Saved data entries
════════════════
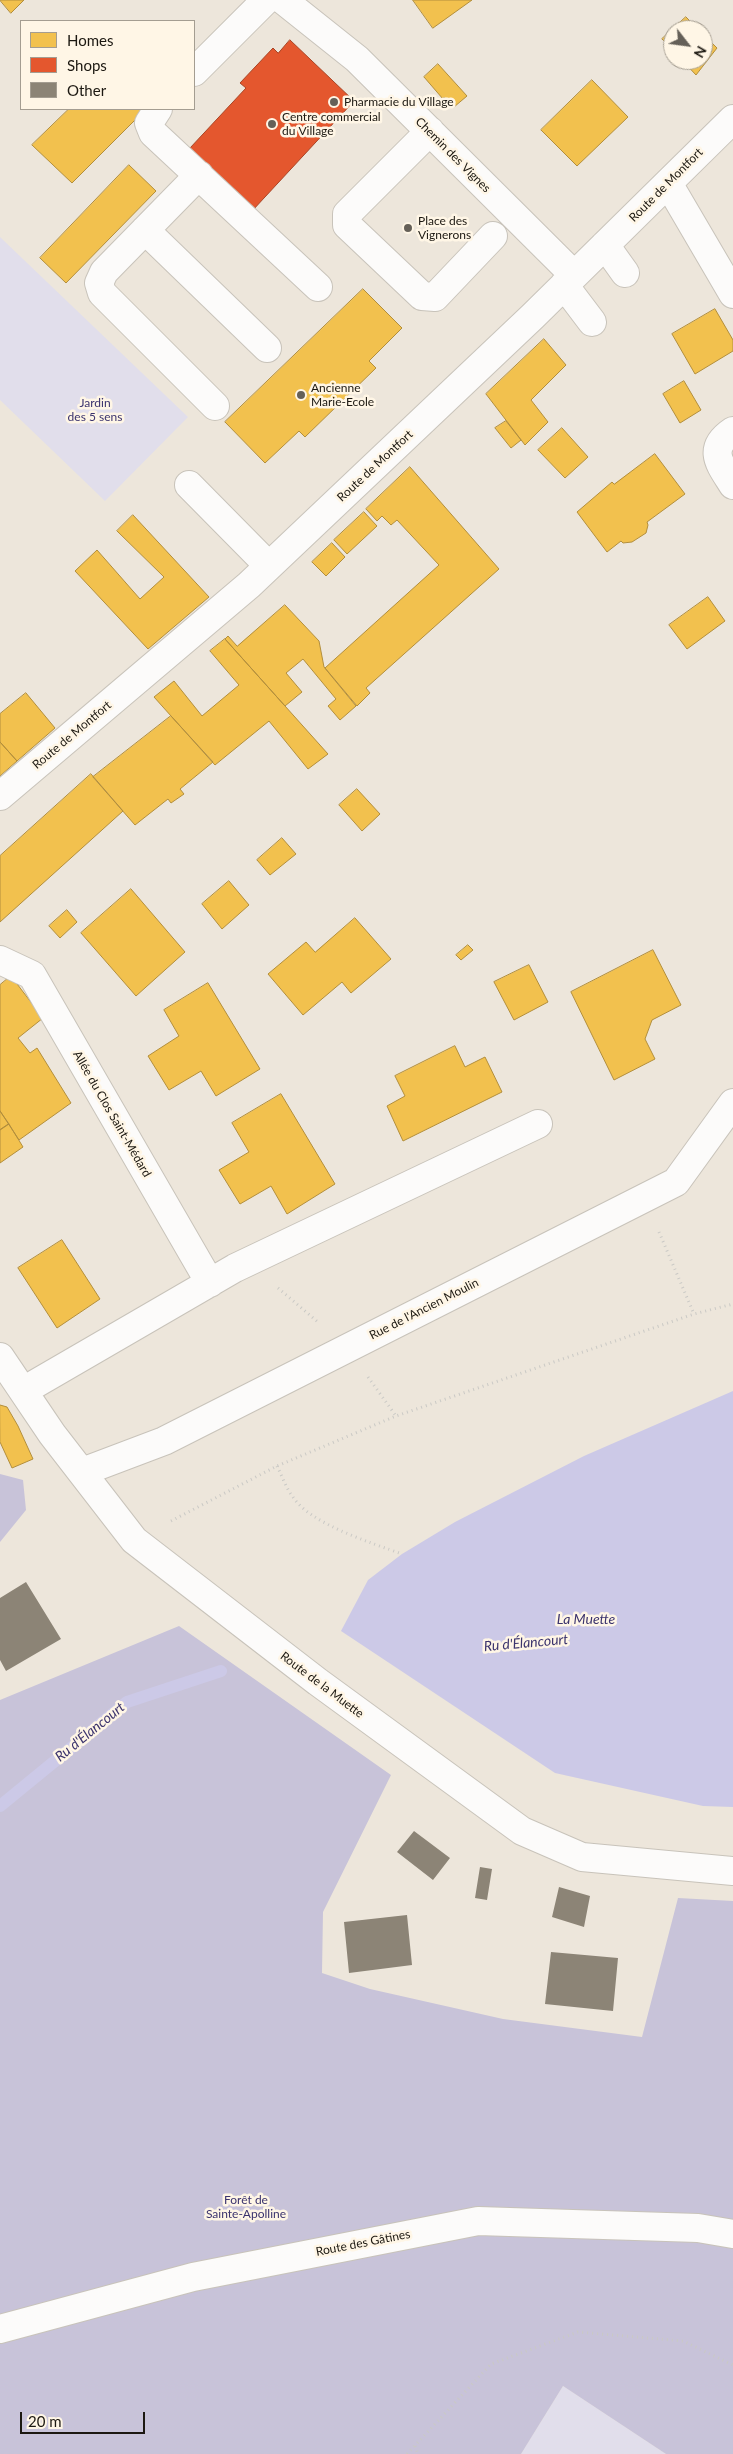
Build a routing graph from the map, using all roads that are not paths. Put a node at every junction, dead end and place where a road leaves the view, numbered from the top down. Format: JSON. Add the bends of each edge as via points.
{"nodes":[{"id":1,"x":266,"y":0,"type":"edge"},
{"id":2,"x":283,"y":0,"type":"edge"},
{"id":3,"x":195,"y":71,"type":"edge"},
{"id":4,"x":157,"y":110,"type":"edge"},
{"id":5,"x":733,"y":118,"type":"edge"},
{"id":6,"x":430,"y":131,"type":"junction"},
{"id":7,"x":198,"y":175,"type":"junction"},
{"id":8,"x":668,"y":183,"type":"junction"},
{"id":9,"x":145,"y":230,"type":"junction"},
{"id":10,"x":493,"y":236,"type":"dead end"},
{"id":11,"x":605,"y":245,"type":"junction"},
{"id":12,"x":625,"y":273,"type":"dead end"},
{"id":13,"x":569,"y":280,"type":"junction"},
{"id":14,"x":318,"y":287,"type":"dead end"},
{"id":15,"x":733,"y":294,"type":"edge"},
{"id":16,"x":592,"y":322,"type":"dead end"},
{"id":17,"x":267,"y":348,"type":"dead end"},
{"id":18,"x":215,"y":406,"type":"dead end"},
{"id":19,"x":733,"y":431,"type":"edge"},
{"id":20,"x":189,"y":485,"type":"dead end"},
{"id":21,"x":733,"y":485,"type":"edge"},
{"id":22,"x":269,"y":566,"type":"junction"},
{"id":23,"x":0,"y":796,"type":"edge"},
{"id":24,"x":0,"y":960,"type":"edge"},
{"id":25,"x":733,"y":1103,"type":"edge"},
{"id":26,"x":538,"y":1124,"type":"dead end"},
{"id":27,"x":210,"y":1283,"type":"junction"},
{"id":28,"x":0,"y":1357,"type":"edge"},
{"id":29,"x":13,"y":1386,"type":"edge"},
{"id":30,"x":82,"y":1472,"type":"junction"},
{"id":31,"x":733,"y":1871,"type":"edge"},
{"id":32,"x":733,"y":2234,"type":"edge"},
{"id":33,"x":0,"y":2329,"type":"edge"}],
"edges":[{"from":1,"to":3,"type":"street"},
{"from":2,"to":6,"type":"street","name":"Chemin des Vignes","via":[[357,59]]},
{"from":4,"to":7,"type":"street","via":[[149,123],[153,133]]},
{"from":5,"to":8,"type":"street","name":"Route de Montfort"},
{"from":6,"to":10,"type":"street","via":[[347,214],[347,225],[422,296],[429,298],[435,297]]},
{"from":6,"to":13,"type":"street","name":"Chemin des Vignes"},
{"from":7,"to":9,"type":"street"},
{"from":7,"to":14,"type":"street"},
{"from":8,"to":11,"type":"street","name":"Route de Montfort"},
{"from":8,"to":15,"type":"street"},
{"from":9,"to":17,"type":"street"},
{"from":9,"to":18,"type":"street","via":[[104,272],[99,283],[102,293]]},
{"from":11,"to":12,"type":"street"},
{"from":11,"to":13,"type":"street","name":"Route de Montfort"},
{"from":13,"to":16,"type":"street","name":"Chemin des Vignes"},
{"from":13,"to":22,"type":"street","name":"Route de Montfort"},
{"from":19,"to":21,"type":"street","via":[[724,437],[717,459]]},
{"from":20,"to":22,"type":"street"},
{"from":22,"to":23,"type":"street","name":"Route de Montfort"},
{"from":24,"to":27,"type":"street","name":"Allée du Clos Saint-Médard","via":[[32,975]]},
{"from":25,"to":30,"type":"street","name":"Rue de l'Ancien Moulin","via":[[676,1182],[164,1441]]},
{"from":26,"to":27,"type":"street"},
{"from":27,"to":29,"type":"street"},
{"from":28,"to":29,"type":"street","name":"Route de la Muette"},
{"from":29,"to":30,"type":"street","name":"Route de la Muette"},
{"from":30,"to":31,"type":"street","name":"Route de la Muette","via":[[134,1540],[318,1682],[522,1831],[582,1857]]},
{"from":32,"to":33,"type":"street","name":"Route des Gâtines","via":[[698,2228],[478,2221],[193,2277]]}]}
════════════════
• [WHAT YOU HAVE TO DO]:
All preceding records should be duplicated verbatim, images excepted.

• [RESPONSE]:
Build a routing graph from the map, using all roads that are not paths. Put a node at every junction, dead end and place where a road leaves the view, numbered from the top down. Format: JSON. Add the bends of each edge as via points.
{"nodes":[{"id":1,"x":266,"y":0,"type":"edge"},
{"id":2,"x":283,"y":0,"type":"edge"},
{"id":3,"x":195,"y":71,"type":"edge"},
{"id":4,"x":157,"y":110,"type":"edge"},
{"id":5,"x":733,"y":118,"type":"edge"},
{"id":6,"x":430,"y":131,"type":"junction"},
{"id":7,"x":198,"y":175,"type":"junction"},
{"id":8,"x":668,"y":183,"type":"junction"},
{"id":9,"x":145,"y":230,"type":"junction"},
{"id":10,"x":493,"y":236,"type":"dead end"},
{"id":11,"x":605,"y":245,"type":"junction"},
{"id":12,"x":625,"y":273,"type":"dead end"},
{"id":13,"x":569,"y":280,"type":"junction"},
{"id":14,"x":318,"y":287,"type":"dead end"},
{"id":15,"x":733,"y":294,"type":"edge"},
{"id":16,"x":592,"y":322,"type":"dead end"},
{"id":17,"x":267,"y":348,"type":"dead end"},
{"id":18,"x":215,"y":406,"type":"dead end"},
{"id":19,"x":733,"y":431,"type":"edge"},
{"id":20,"x":189,"y":485,"type":"dead end"},
{"id":21,"x":733,"y":485,"type":"edge"},
{"id":22,"x":269,"y":566,"type":"junction"},
{"id":23,"x":0,"y":796,"type":"edge"},
{"id":24,"x":0,"y":960,"type":"edge"},
{"id":25,"x":733,"y":1103,"type":"edge"},
{"id":26,"x":538,"y":1124,"type":"dead end"},
{"id":27,"x":210,"y":1283,"type":"junction"},
{"id":28,"x":0,"y":1357,"type":"edge"},
{"id":29,"x":13,"y":1386,"type":"edge"},
{"id":30,"x":82,"y":1472,"type":"junction"},
{"id":31,"x":733,"y":1871,"type":"edge"},
{"id":32,"x":733,"y":2234,"type":"edge"},
{"id":33,"x":0,"y":2329,"type":"edge"}],
"edges":[{"from":1,"to":3,"type":"street"},
{"from":2,"to":6,"type":"street","name":"Chemin des Vignes","via":[[357,59]]},
{"from":4,"to":7,"type":"street","via":[[149,123],[153,133]]},
{"from":5,"to":8,"type":"street","name":"Route de Montfort"},
{"from":6,"to":10,"type":"street","via":[[347,214],[347,225],[422,296],[429,298],[435,297]]},
{"from":6,"to":13,"type":"street","name":"Chemin des Vignes"},
{"from":7,"to":9,"type":"street"},
{"from":7,"to":14,"type":"street"},
{"from":8,"to":11,"type":"street","name":"Route de Montfort"},
{"from":8,"to":15,"type":"street"},
{"from":9,"to":17,"type":"street"},
{"from":9,"to":18,"type":"street","via":[[104,272],[99,283],[102,293]]},
{"from":11,"to":12,"type":"street"},
{"from":11,"to":13,"type":"street","name":"Route de Montfort"},
{"from":13,"to":16,"type":"street","name":"Chemin des Vignes"},
{"from":13,"to":22,"type":"street","name":"Route de Montfort"},
{"from":19,"to":21,"type":"street","via":[[724,437],[717,459]]},
{"from":20,"to":22,"type":"street"},
{"from":22,"to":23,"type":"street","name":"Route de Montfort"},
{"from":24,"to":27,"type":"street","name":"Allée du Clos Saint-Médard","via":[[32,975]]},
{"from":25,"to":30,"type":"street","name":"Rue de l'Ancien Moulin","via":[[676,1182],[164,1441]]},
{"from":26,"to":27,"type":"street"},
{"from":27,"to":29,"type":"street"},
{"from":28,"to":29,"type":"street","name":"Route de la Muette"},
{"from":29,"to":30,"type":"street","name":"Route de la Muette"},
{"from":30,"to":31,"type":"street","name":"Route de la Muette","via":[[134,1540],[318,1682],[522,1831],[582,1857]]},
{"from":32,"to":33,"type":"street","name":"Route des Gâtines","via":[[698,2228],[478,2221],[193,2277]]}]}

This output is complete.